[[ RECORDS open ]]

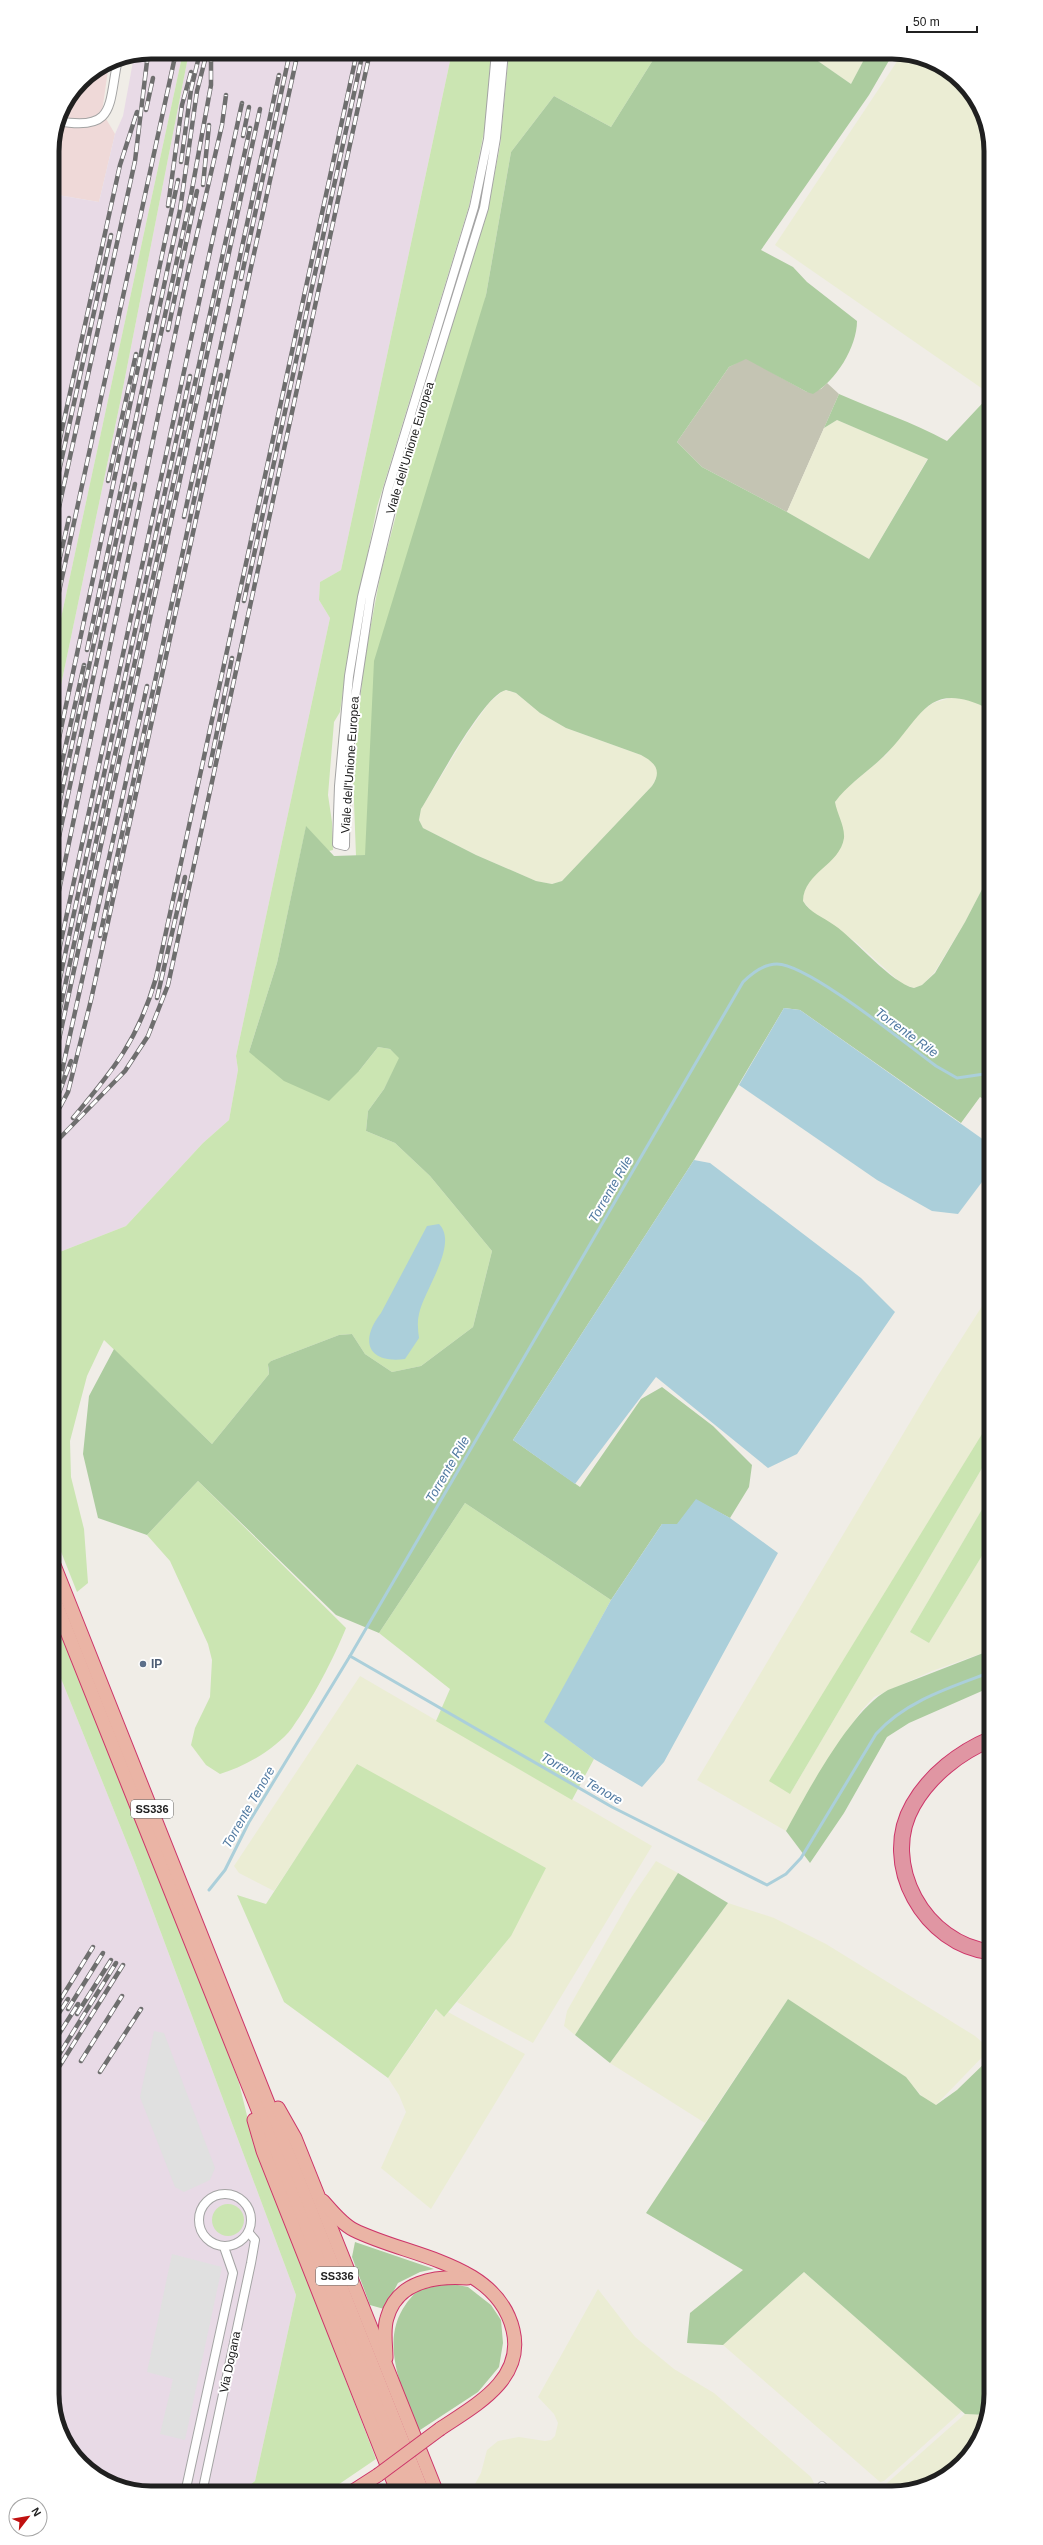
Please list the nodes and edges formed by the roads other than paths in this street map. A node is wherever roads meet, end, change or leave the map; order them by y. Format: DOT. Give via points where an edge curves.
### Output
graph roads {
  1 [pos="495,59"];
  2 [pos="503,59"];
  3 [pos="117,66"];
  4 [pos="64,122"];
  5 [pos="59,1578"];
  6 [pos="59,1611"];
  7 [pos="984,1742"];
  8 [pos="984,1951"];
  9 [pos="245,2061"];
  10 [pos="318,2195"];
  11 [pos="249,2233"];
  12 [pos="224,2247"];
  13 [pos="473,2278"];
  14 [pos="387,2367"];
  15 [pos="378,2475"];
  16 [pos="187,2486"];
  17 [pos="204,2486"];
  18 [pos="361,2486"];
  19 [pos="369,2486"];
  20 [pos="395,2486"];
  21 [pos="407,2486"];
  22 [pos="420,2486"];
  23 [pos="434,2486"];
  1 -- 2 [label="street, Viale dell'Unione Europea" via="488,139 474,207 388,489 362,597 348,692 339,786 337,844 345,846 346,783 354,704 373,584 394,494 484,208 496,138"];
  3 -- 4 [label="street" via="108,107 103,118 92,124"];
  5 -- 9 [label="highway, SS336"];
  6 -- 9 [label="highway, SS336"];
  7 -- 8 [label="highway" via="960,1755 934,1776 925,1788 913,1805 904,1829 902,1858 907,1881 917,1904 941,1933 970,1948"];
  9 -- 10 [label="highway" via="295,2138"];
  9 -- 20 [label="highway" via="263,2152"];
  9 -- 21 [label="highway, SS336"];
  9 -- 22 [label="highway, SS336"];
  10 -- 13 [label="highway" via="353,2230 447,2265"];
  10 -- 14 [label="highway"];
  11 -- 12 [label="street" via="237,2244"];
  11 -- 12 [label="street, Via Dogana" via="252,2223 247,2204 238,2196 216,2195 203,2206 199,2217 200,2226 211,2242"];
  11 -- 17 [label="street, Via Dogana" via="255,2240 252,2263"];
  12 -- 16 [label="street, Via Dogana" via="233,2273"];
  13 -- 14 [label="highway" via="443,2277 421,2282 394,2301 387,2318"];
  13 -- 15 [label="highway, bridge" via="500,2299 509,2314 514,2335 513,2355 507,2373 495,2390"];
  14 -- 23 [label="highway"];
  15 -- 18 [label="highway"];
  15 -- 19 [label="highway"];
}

[[ RECORDS closed ]]

REQUIREMENT: Across the listing above, find each line that holds the word "Dogana". Give only how many there are.

RESPONSE: 3